→ Aim of the task
Note each line in the data below that holds "dead", and copy it.

[Saved entries]
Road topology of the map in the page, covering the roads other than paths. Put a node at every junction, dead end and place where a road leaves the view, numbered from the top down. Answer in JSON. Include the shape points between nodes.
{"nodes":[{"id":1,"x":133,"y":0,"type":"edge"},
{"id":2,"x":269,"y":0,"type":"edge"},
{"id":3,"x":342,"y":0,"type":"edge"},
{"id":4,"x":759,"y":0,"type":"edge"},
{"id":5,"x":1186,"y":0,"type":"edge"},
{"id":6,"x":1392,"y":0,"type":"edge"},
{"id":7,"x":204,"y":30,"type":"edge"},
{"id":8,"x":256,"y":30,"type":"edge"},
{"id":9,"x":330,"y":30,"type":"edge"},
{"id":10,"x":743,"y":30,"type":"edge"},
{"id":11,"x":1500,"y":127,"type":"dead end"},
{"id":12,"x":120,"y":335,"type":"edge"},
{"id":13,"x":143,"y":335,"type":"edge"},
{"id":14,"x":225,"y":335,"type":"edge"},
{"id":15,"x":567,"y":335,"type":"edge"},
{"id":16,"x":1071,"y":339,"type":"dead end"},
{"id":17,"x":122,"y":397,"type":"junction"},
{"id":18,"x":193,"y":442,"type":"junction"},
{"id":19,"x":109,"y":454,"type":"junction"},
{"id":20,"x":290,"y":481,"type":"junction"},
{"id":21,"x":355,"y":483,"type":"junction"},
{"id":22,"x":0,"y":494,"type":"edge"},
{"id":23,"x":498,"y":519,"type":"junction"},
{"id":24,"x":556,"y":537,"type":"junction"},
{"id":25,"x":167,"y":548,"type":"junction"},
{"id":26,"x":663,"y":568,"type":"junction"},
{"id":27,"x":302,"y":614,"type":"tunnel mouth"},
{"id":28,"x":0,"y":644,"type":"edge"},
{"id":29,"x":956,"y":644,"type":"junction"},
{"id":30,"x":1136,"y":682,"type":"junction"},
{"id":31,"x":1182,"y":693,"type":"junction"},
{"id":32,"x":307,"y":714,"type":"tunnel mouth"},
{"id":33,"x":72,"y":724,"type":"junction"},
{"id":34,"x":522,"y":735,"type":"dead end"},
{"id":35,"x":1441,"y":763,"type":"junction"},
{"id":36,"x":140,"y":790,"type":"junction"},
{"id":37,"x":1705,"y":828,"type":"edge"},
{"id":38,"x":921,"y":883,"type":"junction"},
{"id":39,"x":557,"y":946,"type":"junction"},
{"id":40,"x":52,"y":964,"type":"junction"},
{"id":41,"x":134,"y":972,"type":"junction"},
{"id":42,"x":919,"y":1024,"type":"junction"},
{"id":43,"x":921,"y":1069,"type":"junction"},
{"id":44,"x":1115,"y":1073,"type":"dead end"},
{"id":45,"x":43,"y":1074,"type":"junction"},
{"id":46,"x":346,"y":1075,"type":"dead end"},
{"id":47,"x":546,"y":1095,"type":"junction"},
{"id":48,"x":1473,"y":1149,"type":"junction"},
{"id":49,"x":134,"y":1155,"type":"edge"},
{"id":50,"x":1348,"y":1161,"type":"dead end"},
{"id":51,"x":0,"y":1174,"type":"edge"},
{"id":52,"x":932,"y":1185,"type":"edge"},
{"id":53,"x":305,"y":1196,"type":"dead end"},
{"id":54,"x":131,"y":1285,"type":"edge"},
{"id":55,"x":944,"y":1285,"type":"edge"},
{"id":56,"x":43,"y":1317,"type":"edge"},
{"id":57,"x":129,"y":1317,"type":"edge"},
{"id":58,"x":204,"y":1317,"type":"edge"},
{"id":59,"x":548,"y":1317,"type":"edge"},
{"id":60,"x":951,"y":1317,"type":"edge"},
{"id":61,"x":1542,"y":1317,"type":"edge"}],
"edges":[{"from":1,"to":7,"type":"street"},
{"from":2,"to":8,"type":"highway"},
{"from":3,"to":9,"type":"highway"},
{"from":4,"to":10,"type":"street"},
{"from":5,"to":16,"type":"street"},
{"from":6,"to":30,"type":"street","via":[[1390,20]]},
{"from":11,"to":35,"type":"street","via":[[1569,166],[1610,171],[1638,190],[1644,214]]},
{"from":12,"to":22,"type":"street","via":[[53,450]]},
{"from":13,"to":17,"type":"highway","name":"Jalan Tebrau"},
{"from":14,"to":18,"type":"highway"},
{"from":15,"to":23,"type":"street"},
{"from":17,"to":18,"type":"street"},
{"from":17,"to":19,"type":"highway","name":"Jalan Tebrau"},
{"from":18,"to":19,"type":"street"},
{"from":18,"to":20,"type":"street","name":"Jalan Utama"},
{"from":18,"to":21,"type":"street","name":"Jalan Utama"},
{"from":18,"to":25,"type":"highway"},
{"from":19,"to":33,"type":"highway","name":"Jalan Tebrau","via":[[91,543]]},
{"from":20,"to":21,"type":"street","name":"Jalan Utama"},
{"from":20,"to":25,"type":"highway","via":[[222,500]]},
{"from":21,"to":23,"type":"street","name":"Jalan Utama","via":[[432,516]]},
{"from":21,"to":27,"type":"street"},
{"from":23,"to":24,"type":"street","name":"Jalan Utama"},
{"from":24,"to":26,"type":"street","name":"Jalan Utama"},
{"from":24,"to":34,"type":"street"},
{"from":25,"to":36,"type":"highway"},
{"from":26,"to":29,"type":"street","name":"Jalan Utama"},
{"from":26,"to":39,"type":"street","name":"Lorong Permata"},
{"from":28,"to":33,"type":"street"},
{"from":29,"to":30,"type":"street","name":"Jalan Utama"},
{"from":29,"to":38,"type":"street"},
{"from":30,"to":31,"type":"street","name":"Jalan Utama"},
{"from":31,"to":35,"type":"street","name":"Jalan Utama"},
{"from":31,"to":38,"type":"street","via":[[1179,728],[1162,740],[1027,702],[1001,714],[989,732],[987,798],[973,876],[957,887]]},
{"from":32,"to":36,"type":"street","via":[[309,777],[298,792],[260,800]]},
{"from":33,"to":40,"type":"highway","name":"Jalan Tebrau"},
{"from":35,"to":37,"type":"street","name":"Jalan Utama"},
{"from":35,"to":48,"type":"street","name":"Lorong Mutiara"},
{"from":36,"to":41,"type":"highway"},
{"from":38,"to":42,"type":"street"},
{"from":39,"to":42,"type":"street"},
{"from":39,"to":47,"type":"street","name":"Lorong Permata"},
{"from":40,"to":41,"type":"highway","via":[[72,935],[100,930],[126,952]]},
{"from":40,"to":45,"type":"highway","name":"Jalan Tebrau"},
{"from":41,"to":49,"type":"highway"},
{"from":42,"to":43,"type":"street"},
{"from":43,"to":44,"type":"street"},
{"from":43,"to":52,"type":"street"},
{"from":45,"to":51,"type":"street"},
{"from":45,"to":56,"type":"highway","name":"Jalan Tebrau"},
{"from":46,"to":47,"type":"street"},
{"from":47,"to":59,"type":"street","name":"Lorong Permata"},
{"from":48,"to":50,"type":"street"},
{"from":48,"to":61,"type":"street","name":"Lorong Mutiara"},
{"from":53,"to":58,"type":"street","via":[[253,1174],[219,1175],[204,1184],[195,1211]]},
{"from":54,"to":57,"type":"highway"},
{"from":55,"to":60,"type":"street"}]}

→ Written solution
Road topology of the map in the page, covering the roads other than paths. Put a node at every junction, dead end and place where a road leaves the view, numbered from the top down. Answer in JSON. Include the shape points between nodes.
{"id":11,"x":1500,"y":127,"type":"dead end"},
{"id":16,"x":1071,"y":339,"type":"dead end"},
{"id":34,"x":522,"y":735,"type":"dead end"},
{"id":44,"x":1115,"y":1073,"type":"dead end"},
{"id":46,"x":346,"y":1075,"type":"dead end"},
{"id":50,"x":1348,"y":1161,"type":"dead end"},
{"id":53,"x":305,"y":1196,"type":"dead end"},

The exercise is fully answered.